Ironically, the greatest long-term threat to the pygmies is peace and prosperity.  No one wants to rape their land when it is still in a war zone. They have been left alone in their forests because foreign companies and individuals are too intimidated by the jungle or to do work here.  The fledgling political system of DRC will never be able to handle the influx from the Albertine Rift and other areas.  They are certainly not organized enough if the Chinese or other groups decide it is safe enough to come to DRC en masse for it’s natural resources and mineral wealth. The Ituri River erodes the mountains of gold near Bunia.  The militias hotly contested the few gold extraction operations in the Ituri drainage, but the real conservation problems will start when people on the densely populated east side of the Albertine Rift realize this area is secure and contains gold.  And then those that follow the extraction points, will clear the forests.

Pygmy heartland is still a frontier – partially because sedentary groups are afraid of the jungle and partly because the main East-West Road in DRC (the Trans-African Highway) is basically a footpath. But the frontier is being invaded.  The first toeholds into this zone are mining for minerals like gold and coltan.  But once the jungle is breached, other groups follow.  One of the most pervasive is the Wanande from Uganda.  They follow the miners and set up shops and little cottage industries to make money.  Then the general population follows.  This is already happening all around the Ituri region.  One of the photographs I’ve made is Pygmies on scaffolding around trees chopping them down for agriculture.  They are being hired to chop down their own forest.

Once security is regained in this region, the influx from the eastern Albertine Rift will be horrendous.  At the moment DRC is amassing troops at their border here to protect their interests in the region.  The rioting in Kinshasa and fighting in Bukavu were basically over control of the rift.  Rwanda would like to annex the area. Pygmies dissipate and evaporate with the forest.
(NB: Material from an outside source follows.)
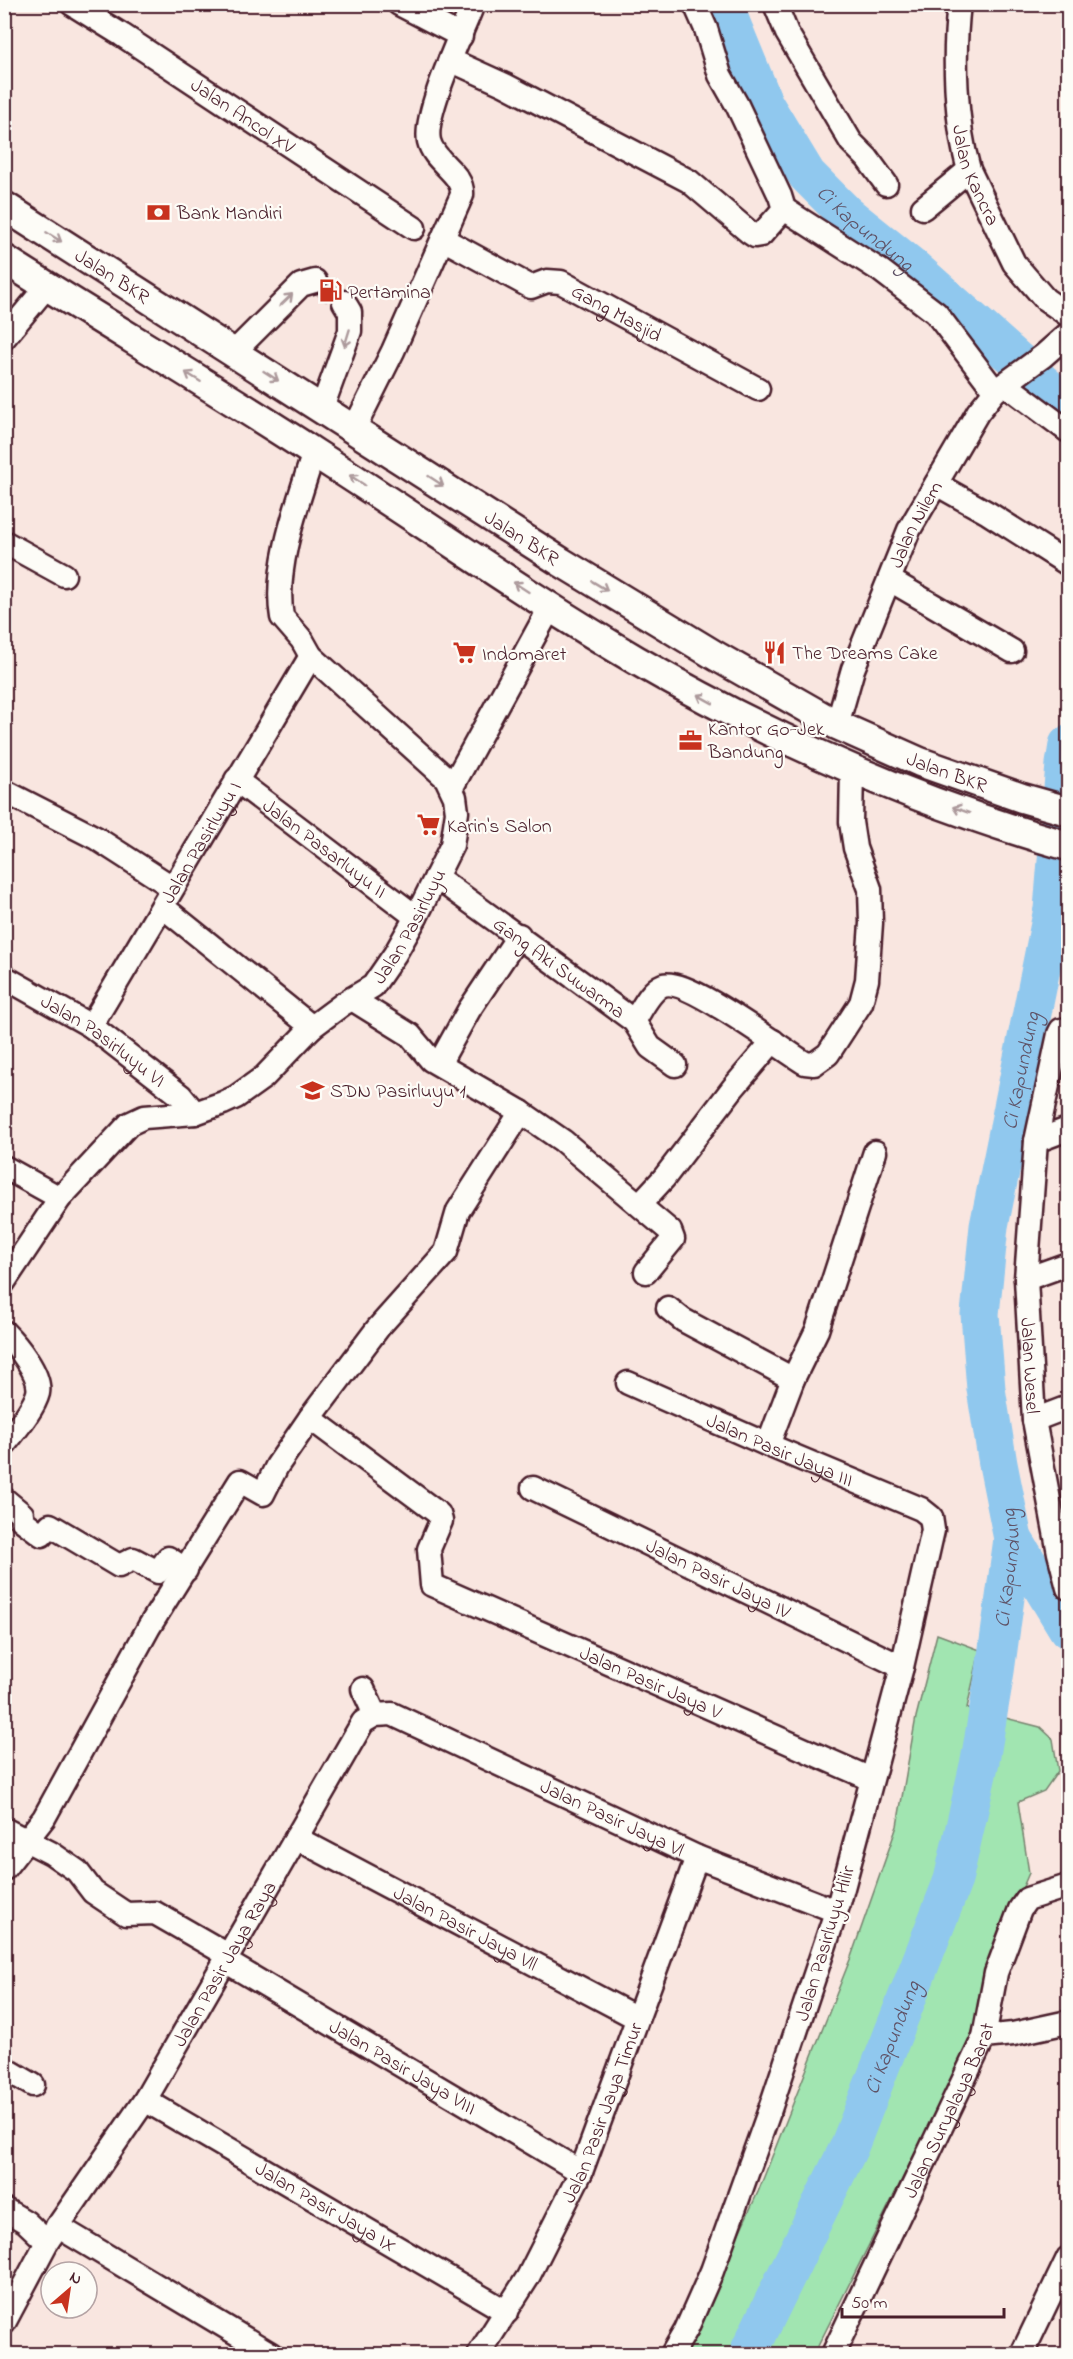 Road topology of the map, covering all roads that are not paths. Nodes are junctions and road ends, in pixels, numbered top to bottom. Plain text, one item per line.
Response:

They don’t stay and fight.

The Wanande is the largest ethnic group invading the frontier and they have businesses, churches, schools, money… And the Mbuti just have small hunting clans, leaf huts and a few pots and plastic bottles.  The Wanande don’t care about the traditional trading arrangements the pygmies have had over time. Pygmies go into the forest and hunt for protein and the sedentary Bantus have traded starch for the pygmies’ meat.
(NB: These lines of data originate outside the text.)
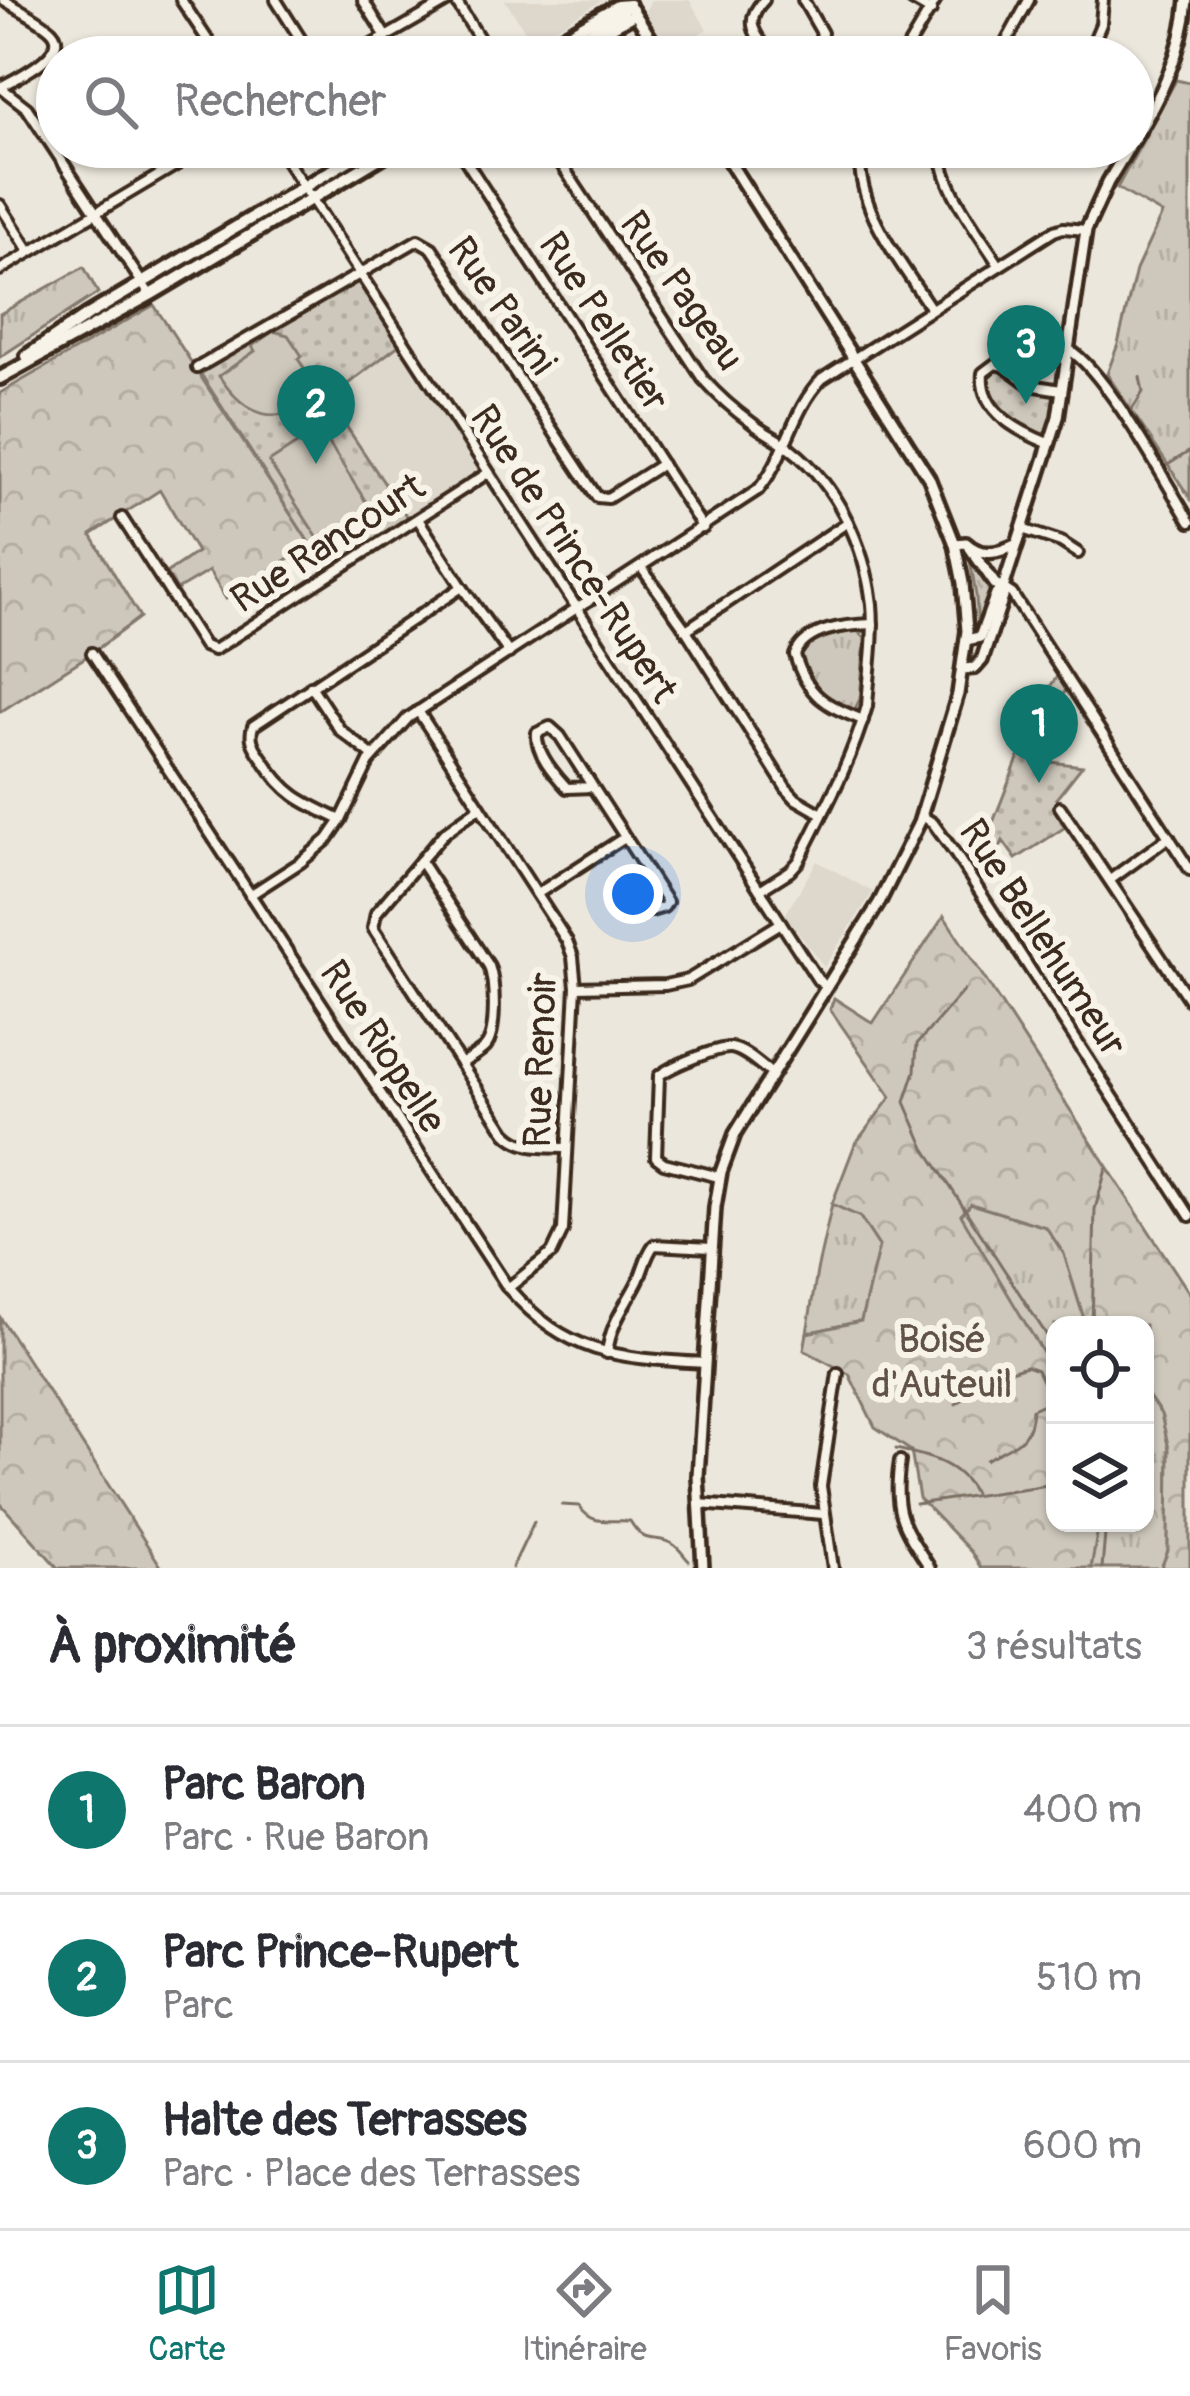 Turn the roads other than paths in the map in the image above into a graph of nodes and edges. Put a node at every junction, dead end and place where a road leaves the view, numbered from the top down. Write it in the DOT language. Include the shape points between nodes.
graph roads {
  1 [pos="4,0"];
  2 [pos="181,0"];
  3 [pos="276,0"];
  4 [pos="363,0"];
  5 [pos="452,0"];
  6 [pos="764,0"];
  7 [pos="803,0"];
  8 [pos="912,0"];
  9 [pos="936,0"];
  10 [pos="1029,0"];
  11 [pos="1103,0"];
  12 [pos="1187,0"];
  13 [pos="632,5"];
  14 [pos="931,11"];
  15 [pos="54,36"];
  16 [pos="205,36"];
  17 [pos="299,36"];
  18 [pos="385,36"];
  19 [pos="388,36"];
  20 [pos="476,36"];
  21 [pos="566,36"];
  22 [pos="586,36"];
  23 [pos="650,36"];
  24 [pos="758,36"];
  25 [pos="821,36"];
  26 [pos="915,36"];
  27 [pos="1009,36"];
  28 [pos="1095,36"];
  29 [pos="36,64"];
  30 [pos="1,87"];
  31 [pos="1154,103"];
  32 [pos="36,119"];
  33 [pos="69,168"];
  34 [pos="171,168"];
  35 [pos="291,168"];
  36 [pos="334,168"];
  37 [pos="363,168"];
  38 [pos="471,168"];
  39 [pos="564,168"];
  40 [pos="737,168"];
  41 [pos="859,168"];
  42 [pos="942,168"];
  43 [pos="1116,168"];
  44 [pos="303,186"];
  45 [pos="312,199"];
  46 [pos="0,205"];
  47 [pos="95,213"];
  48 [pos="1086,230"];
  49 [pos="31,252"];
  50 [pos="999,265"];
  51 [pos="0,270"];
  52 [pos="359,273"];
  53 [pos="142,282"];
  54 [pos="150,295"];
  55 [pos="931,309"];
  56 [pos="1067,348"];
  57 [pos="854,357"];
  58 [pos="197,368"];
  59 [pos="0,377"];
  60 [pos="1061,390"];
  61 [pos="1050,444"];
  62 [pos="785,445"];
  63 [pos="662,464"];
  64 [pos="488,472"];
  65 [pos="122,518"];
  66 [pos="418,519"];
  67 [pos="848,522"];
  68 [pos="1190,522"];
  69 [pos="703,528"];
  70 [pos="1022,530"];
  71 [pos="956,544"];
  72 [pos="1018,544"];
  73 [pos="970,548"];
  74 [pos="1078,553"];
  75 [pos="641,567"];
  76 [pos="462,587"];
  77 [pos="1003,588"];
  78 [pos="577,608"];
  79 [pos="872,624"];
  80 [pos="686,630"];
  81 [pos="966,640"];
  82 [pos="92,652"];
  83 [pos="509,653"];
  84 [pos="963,669"];
  85 [pos="311,686"];
  86 [pos="418,711"];
  87 [pos="863,720"];
  88 [pos="373,756"];
  89 [pos="592,787"];
  90 [pos="480,807"];
  91 [pos="1060,807"];
  92 [pos="822,814"];
  93 [pos="922,816"];
  94 [pos="341,820"];
  95 [pos="625,837"];
  96 [pos="1169,837"];
  97 [pos="420,862"];
  98 [pos="1190,870"];
  99 [pos="1110,880"];
  100 [pos="655,886"];
  101 [pos="760,890"];
  102 [pos="537,894"];
  103 [pos="250,895"];
  104 [pos="781,922"];
  105 [pos="576,987"];
  106 [pos="827,987"];
  107 [pos="1190,1001"];
  108 [pos="461,1064"];
  109 [pos="772,1074"];
  110 [pos="567,1148"];
  111 [pos="719,1177"];
  112 [pos="1190,1216"];
  113 [pos="712,1248"];
  114 [pos="508,1288"];
  115 [pos="607,1353"];
  116 [pos="705,1363"];
  117 [pos="838,1372"];
  118 [pos="900,1461"];
  119 [pos="698,1504"];
  120 [pos="823,1514"];
  121 [pos="703,1568"];
  122 [pos="833,1568"];
  123 [pos="930,1568"];
  1 -- 15 [label="street"];
  2 -- 16 [label="street"];
  3 -- 17 [label="street"];
  4 -- 18 [label="street"];
  5 -- 19 [label="street"];
  5 -- 20 [label="street"];
  6 -- 24 [label="street" via="751,22"];
  7 -- 25 [label="street"];
  8 -- 14 [label="street"];
  9 -- 14 [label="street"];
  10 -- 27 [label="street"];
  11 -- 28 [label="street"];
  12 -- 31 [label="street" via="1180,43"];
  13 -- 21 [label="main road"];
  13 -- 22 [label="main road"];
  13 -- 23 [label="street"];
  14 -- 26 [label="street"];
  29 -- 30 [label="street"];
  30 -- 32 [label="street"];
  33 -- 47 [label="street"];
  34 -- 47 [label="street"];
  35 -- 44 [label="street, Rue de Prince-Rupert"];
  36 -- 44 [label="main road"];
  37 -- 45 [label="main road"];
  38 -- 63 [label="street, Rue Pelletier"];
  39 -- 62 [label="street, Rue Pageau" via="703,380"];
  40 -- 57 [label="street"];
  41 -- 55 [label="street" via="869,212"];
  42 -- 50 [label="street"];
  43 -- 48 [label="street"];
  44 -- 45 [label="street, Rue de Prince-Rupert"];
  44 -- 53 [label="main road"];
  45 -- 52 [label="street, Rue de Prince-Rupert"];
  45 -- 54 [label="main road"];
  46 -- 49 [label="street"];
  47 -- 49 [label="street"];
  47 -- 53 [label="street"];
  48 -- 50 [label="street" via="1054,231"];
  48 -- 56 [label="street"];
  49 -- 51 [label="street"];
  50 -- 55 [label="street"];
  52 -- 58 [label="street, Rue Parini"];
  52 -- 63 [label="street, Rue Parini" via="418,239 432,248 597,496 608,498"];
  52 -- 64 [label="street, Rue de Prince-Rupert"];
  53 -- 54 [label="street"];
  53 -- 59 [label="main road"];
  54 -- 59 [label="main road"];
  55 -- 57 [label="street"];
  56 -- 60 [label="street"];
  56 -- 68 [label="street" via="1105,386"];
  57 -- 62 [label="street" via="812,390"];
  57 -- 71 [label="street" via="926,471"];
  60 -- 61 [label="street"];
  60 -- 61 [label="street" via="1030,385 995,364 983,373 983,391 1005,422"];
  61 -- 70 [label="street"];
  62 -- 67 [label="street, Rue Pageau"];
  62 -- 69 [label="street" via="758,490"];
  63 -- 69 [label="street, Rue Pelletier"];
  64 -- 66 [label="street, Rue Rancourt"];
  64 -- 78 [label="street, Rue de Prince-Rupert"];
  65 -- 66 [label="street, Rue Rancourt" via="214,650"];
  66 -- 76 [label="street"];
  67 -- 79 [label="street, Rue Pageau" via="866,569"];
  67 -- 80 [label="street"];
  69 -- 75 [label="street"];
  70 -- 72 [label="street"];
  70 -- 74 [label="street"];
  71 -- 73 [label="street"];
  71 -- 81 [label="street"];
  72 -- 73 [label="street" via="994,553"];
  72 -- 77 [label="street"];
  73 -- 77 [label="street"];
  75 -- 78 [label="street"];
  75 -- 80 [label="street"];
  76 -- 83 [label="street"];
  76 -- 85 [label="street"];
  77 -- 81 [label="street" via="980,637"];
  77 -- 84 [label="street" via="983,656"];
  77 -- 96 [label="street"];
  78 -- 83 [label="street"];
  78 -- 101 [label="street, Rue de Prince-Rupert"];
  79 -- 87 [label="street, Rue Pageau"];
  79 -- 87 [label="street" via="820,633 795,655 828,707"];
  80 -- 92 [label="street" via="786,788"];
  81 -- 84 [label="street"];
  82 -- 103 [label="street, Rue Riopelle"];
  83 -- 86 [label="street"];
  84 -- 93 [label="street"];
  85 -- 88 [label="street" via="340,730"];
  85 -- 94 [label="street" via="250,735 287,792"];
  86 -- 88 [label="street"];
  86 -- 90 [label="street, Rue Renoir"];
  87 -- 92 [label="street, Rue Pageau"];
  88 -- 94 [label="street"];
  89 -- 89 [label="street" via="554,729 537,733 568,788"];
  89 -- 95 [label="street"];
  90 -- 97 [label="street"];
  90 -- 102 [label="street, Rue Renoir"];
  91 -- 99 [label="street"];
  92 -- 101 [label="street, Rue Pageau" via="799,861"];
  93 -- 106 [label="street"];
  93 -- 112 [label="street, Rue Bellehumeur" via="956,855"];
  94 -- 103 [label="street" via="316,850"];
  95 -- 100 [label="street"];
  95 -- 102 [label="street"];
  96 -- 98 [label="street"];
  96 -- 99 [label="street"];
  97 -- 108 [label="street" via="493,979 491,1037"];
  97 -- 108 [label="street" via="374,917 376,933"];
  99 -- 107 [label="street"];
  101 -- 104 [label="street, Rue de Prince-Rupert"];
  102 -- 105 [label="street, Rue Renoir" via="571,950"];
  103 -- 114 [label="street, Rue Riopelle"];
  104 -- 105 [label="street" via="688,980"];
  104 -- 106 [label="street, Rue de Prince-Rupert"];
  105 -- 110 [label="street, Rue Renoir"];
  106 -- 109 [label="street"];
  108 -- 110 [label="street" via="512,1139"];
  109 -- 111 [label="street"];
  109 -- 111 [label="street" via="728,1048 659,1076 656,1157"];
  110 -- 114 [label="street, Rue Renoir" via="560,1239"];
  111 -- 113 [label="street"];
  113 -- 115 [label="street" via="654,1245 616,1316"];
  113 -- 116 [label="street"];
  114 -- 115 [label="street, Rue Riopelle" via="562,1335"];
  115 -- 116 [label="street, Rue Riopelle"];
  116 -- 119 [label="street"];
  117 -- 120 [label="street"];
  118 -- 123 [label="street" via="899,1513"];
  119 -- 120 [label="street"];
  119 -- 121 [label="street"];
  120 -- 122 [label="street"];
}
While most of the Ituri has fewer than 3 inhabitants per square kilometer, the forest is surrounded on all sides by districts, which support the highest population densities in all of Zaire outside of its capital, Kinshasa. The frontier moves with these extractive outposts (like gold mining) and the jumps are unpredictable.  For example, John Hart’s PHD on hunting was done in a forest site in the 70’s.  There isn’t a tree left in the area. The Harts are really in a unique position to study.